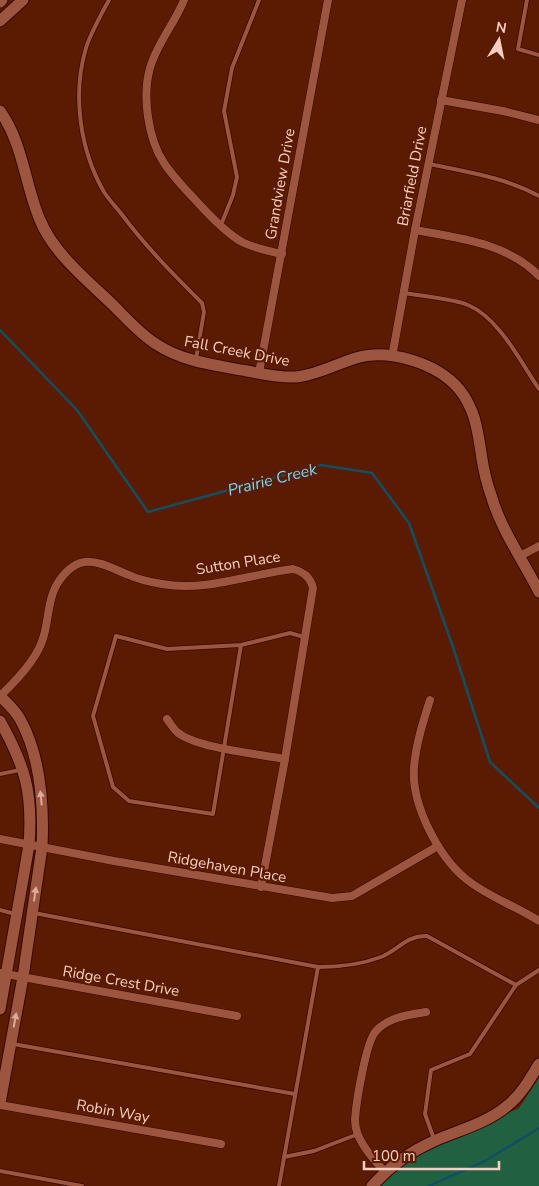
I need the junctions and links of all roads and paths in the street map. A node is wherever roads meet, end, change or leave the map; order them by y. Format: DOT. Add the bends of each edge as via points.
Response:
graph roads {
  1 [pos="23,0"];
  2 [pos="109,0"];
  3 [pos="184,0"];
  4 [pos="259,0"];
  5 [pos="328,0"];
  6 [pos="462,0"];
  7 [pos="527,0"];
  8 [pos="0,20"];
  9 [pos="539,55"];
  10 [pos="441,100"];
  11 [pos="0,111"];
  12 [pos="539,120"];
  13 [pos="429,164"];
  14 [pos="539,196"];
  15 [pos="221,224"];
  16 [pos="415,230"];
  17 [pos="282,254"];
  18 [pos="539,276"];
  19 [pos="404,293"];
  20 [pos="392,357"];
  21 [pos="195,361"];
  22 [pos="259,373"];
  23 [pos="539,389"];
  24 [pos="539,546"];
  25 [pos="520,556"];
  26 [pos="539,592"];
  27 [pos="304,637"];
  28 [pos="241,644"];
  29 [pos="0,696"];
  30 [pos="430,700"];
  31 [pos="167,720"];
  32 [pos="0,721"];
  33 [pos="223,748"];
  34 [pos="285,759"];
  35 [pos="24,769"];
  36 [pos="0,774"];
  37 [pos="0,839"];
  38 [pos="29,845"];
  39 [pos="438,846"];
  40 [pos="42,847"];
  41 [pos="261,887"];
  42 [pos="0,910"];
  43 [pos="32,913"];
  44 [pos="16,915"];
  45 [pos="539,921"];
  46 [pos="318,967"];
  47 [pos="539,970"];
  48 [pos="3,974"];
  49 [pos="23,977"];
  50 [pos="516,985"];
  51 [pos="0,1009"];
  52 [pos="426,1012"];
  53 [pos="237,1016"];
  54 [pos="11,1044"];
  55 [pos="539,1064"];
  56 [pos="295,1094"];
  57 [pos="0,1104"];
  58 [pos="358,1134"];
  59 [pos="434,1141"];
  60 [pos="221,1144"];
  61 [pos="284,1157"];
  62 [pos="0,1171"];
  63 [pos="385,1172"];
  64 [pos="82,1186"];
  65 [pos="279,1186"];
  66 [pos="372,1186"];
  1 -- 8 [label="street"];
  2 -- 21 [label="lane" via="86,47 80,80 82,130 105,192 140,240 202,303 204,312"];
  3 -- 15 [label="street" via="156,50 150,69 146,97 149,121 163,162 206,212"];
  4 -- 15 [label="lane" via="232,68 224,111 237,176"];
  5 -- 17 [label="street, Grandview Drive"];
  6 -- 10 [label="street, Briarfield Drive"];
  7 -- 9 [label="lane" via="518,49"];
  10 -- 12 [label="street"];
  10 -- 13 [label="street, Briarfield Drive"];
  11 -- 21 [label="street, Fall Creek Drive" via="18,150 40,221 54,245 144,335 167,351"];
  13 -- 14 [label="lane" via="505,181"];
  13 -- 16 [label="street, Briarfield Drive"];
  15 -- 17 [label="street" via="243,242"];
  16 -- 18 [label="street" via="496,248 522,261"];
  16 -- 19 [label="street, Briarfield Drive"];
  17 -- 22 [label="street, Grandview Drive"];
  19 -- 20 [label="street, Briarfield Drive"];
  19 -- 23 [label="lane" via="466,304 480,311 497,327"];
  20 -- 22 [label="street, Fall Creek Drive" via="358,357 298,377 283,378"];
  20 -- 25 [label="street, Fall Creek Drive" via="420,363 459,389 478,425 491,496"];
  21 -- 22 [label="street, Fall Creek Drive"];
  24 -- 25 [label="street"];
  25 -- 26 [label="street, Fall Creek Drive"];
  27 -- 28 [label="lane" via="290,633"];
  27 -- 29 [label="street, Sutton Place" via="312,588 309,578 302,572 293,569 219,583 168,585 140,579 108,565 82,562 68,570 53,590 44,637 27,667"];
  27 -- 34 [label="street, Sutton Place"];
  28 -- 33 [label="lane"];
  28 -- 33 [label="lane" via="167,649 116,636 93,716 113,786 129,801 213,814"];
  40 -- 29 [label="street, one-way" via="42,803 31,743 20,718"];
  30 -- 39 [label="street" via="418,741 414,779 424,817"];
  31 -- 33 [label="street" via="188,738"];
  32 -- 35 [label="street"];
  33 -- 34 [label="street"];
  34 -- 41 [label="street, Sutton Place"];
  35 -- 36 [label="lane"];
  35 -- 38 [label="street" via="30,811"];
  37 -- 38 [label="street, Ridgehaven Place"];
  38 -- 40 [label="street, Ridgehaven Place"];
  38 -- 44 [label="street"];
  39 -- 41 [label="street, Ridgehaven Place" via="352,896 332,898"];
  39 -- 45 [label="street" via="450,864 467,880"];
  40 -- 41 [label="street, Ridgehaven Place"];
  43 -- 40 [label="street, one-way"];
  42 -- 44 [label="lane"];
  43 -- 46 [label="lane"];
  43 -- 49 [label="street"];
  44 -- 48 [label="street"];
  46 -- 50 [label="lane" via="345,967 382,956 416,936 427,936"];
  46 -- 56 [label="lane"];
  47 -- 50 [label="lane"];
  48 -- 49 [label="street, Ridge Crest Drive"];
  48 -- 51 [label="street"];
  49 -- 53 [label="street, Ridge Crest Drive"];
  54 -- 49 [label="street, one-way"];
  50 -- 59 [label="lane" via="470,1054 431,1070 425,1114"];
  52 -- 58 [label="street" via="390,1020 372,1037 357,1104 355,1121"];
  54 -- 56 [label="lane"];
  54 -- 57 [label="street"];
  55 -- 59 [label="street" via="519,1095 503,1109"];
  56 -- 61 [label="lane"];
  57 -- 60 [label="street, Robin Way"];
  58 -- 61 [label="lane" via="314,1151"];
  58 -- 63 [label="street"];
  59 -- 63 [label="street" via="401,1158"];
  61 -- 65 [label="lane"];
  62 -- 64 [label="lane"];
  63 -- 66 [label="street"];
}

:: The task ::
Copy out all lines from the records where the word "Ridgehaven" appears.

:: Written reply ::
  37 -- 38 [label="street, Ridgehaven Place"];
  38 -- 40 [label="street, Ridgehaven Place"];
  39 -- 41 [label="street, Ridgehaven Place" via="352,896 332,898"];
  40 -- 41 [label="street, Ridgehaven Place"];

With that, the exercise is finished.